Driving through the streets is my participial phrase. A participial phrase is (and I am oversimplifying here, but it will work for our purposes) a phrase at the beginning of a sentence that starts with an ing word.

When a sentence opens with a participial phrase, the participial phrase should modify the subject of the sentence. And in the aforementioned sentence it does. I am the one driving through the streets.

On the other hand, here is an example of a dangling participle:

Honking their horns, I am delighted by the grammar enthusiasm of my fellow drivers.

The participle is dangling because honking their horns is not modifying the subject of the sentence, which is I; it is actually modifying my fellow drivers. Here’s one way to revise it:

Honking their horns, my fellow drivers express their grammar enthusiasm.

And now that I have clarified the definition of a dangling modifier, I have a question for you about another phenomenon I frequently experience on the road. What is the grammatical significance of sticking one’s hand out the driver’s side window and dangling the pinky, ring finger, pointer finger and thumb whilst maintaining an erect middle finger?

24 comments:

Jeffrey Beesler said...

The significance is most noticed in a little phenomenon called road rage.

Otter said...

I have seen this odd hand gesture myself on occasion and am also bewildered by it. I usually return the gesture with a smile and it seems to placate the natives.

Shannon said...

Commenting on your blog, I am laughing with joy.

Shelly said...

The raised middle finger punctuates the spoken interjection that usually precedes it.

Stephen Tremp said...

Finally, something I can dangle in public and not get arrested!

Tonja said...

Love the comments!

Clarissa Draper said...

I love how easy you make grammar!

Dylan Fitzgerald said...

DO... YOUR...PARTICIPLES HANG LOW? DO THEY WOBBLE TO AND FRO? CAN YOU TIE THEM IN A KNOT-- CAN YOU TIE THEM IN A BOW?

Sorry. Couldn't help it.

Kelly Polark said...

Dang danglers!

Stephen T. McCarthy said...

Ahh, you are just too... TOO! And very entertaining 2.

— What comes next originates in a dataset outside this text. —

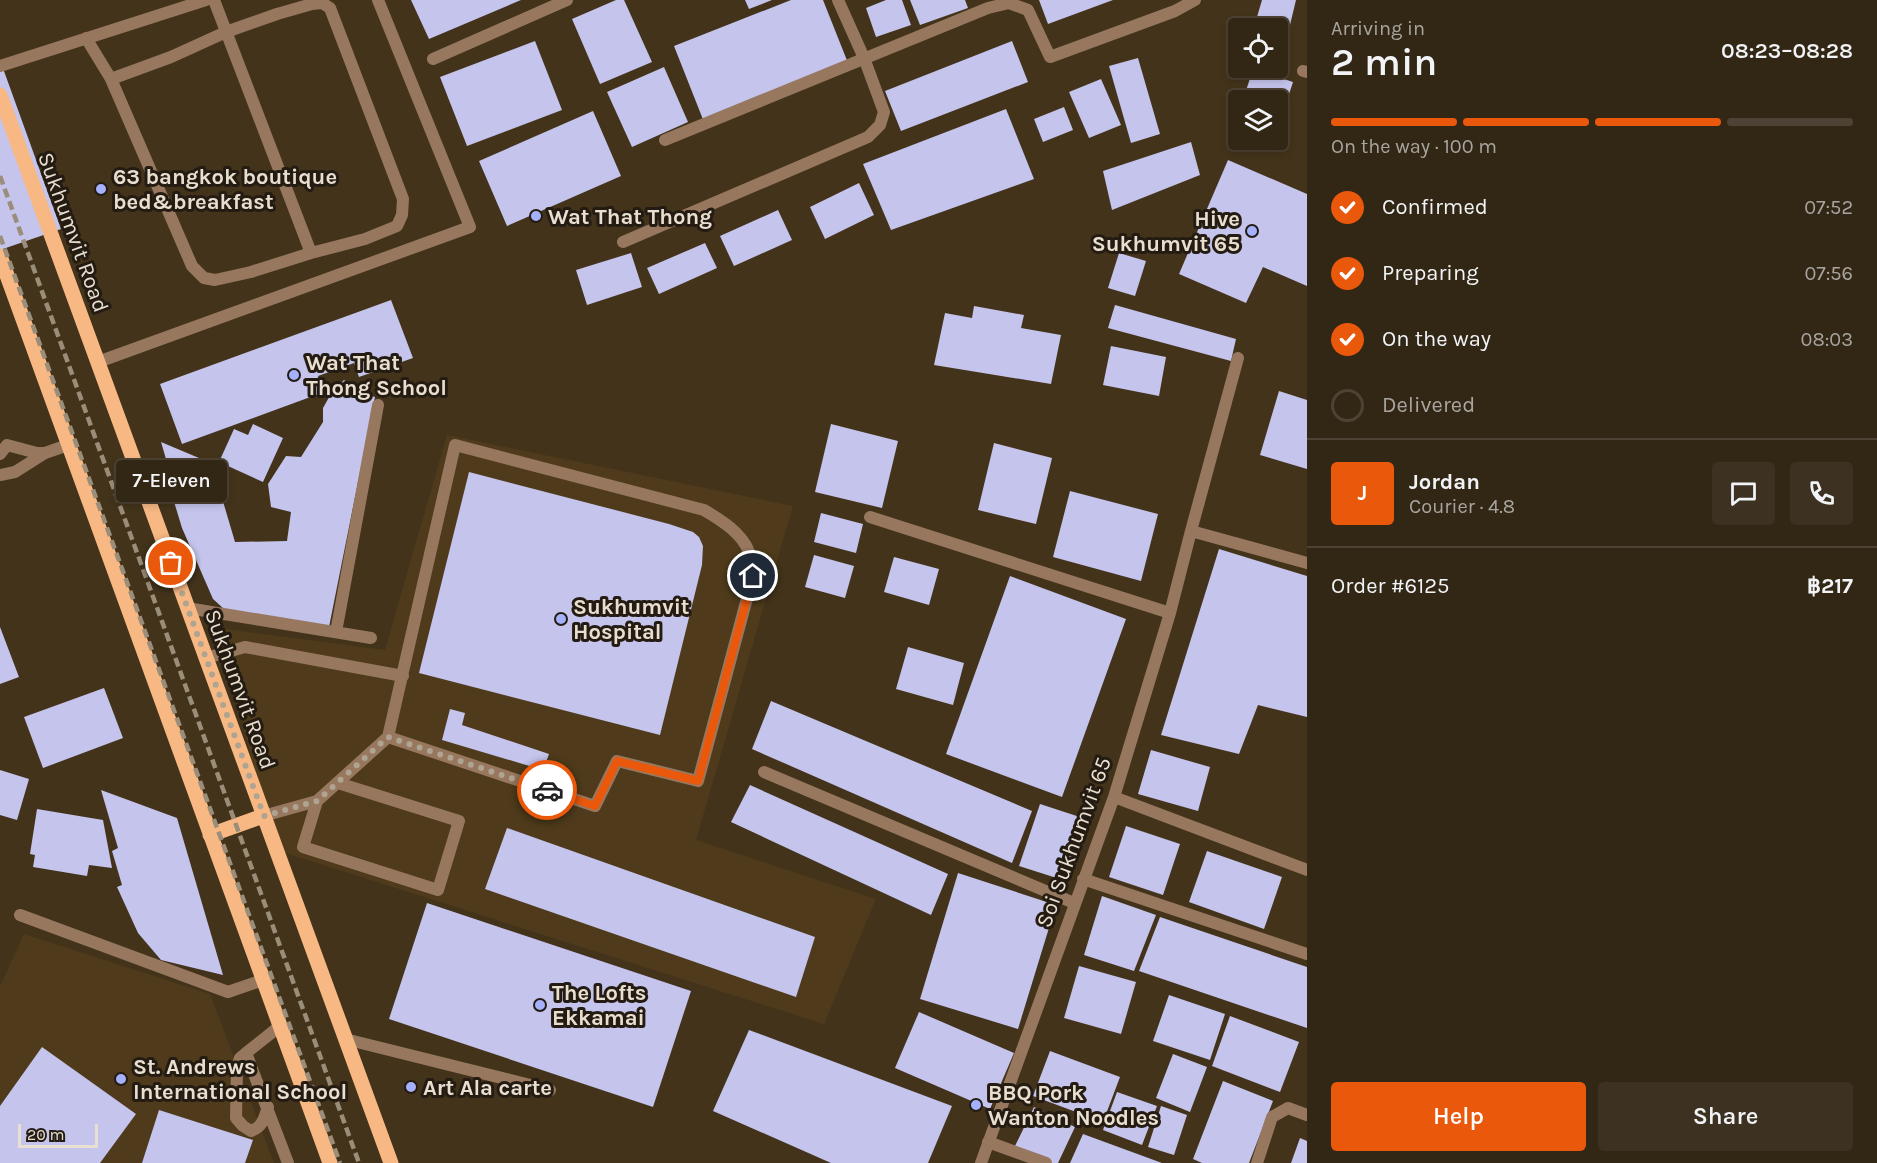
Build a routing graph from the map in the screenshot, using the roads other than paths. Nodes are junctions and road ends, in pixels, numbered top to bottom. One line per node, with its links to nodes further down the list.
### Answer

I'm sure I dangle my participles frequently. But I haven't been arrested for it...yet.

I have a request for a future lesson:

How about clearing up something for me that has never been clearer than the muddy Mississippi?

Capitalizing the words north, south, east and west. Yeah, I know when I write, "the Middle East", that last word gets capitalized. And I know that if I write, "the compass pointed North" it must be capitalized.

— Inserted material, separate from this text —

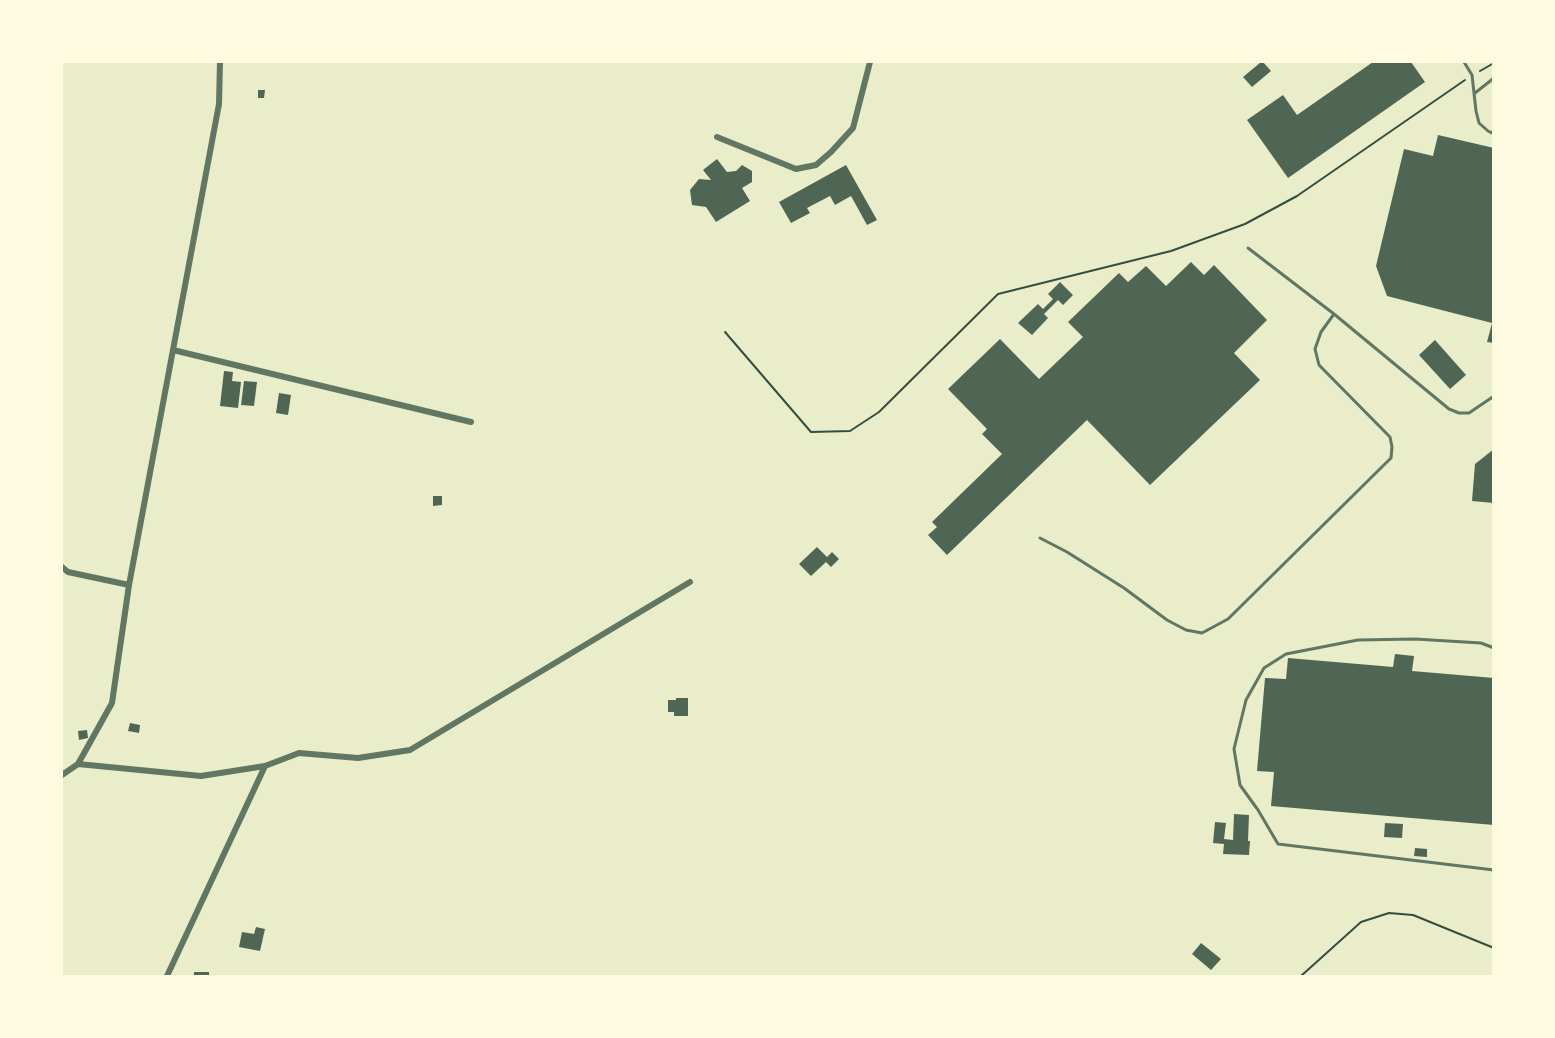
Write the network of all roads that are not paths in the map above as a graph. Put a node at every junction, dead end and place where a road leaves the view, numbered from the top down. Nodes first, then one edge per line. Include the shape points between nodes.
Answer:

But in almost every other example I could think of, I would be uncertain what to do.

Also, a bit confusing for me, although a little less so, are the words sun, moon, and earth. I mean, yeah, if I write, "I threw a handful of earth at that participle dangler", it doesn't get capitalized, and if I write, "David Bowie fell to Earth", it does.

But the rest of the time, I'm kinda confused. How about a little future help with these, eh? Thanks!

~ D-FensDogg
'Loyal American Underground'

Mary Aalgaard, Play off the Page said...

Every time you hear honking, you can imagine all that's dangling out there.

Terra Shield said...

If only all English teachers made grammar this much fun.

anthony stemke said...

Reading this post, I am entertained and educated.

Crystal Pistol said...

I'm glad I'm not the only one who pictures a dangling participle as the naughty opposite of some phallic symbol or other. :)

Michael said...

I don't know about the grammatical significance of it, they're probably just being addholes for the sake of being assholes.

Or maybe you're just driving, really, really, really bad. But it's more likely #1.

Pat Hatt said...

That finger is just asking for one in return, so let it dangle away..haha

Jaya J said...

Great post ;)
You make grammar naughty.

Kingmush said...

I must say you have a very unique blog idea. ;p

Mykuljay said...

I have a sneaking suspicion that those honking their horns, might well be doing so for reasons other than your grammar lessons. Certainly if you notice a hand in the posture you suggest, I would absolutely think it were for other reasons.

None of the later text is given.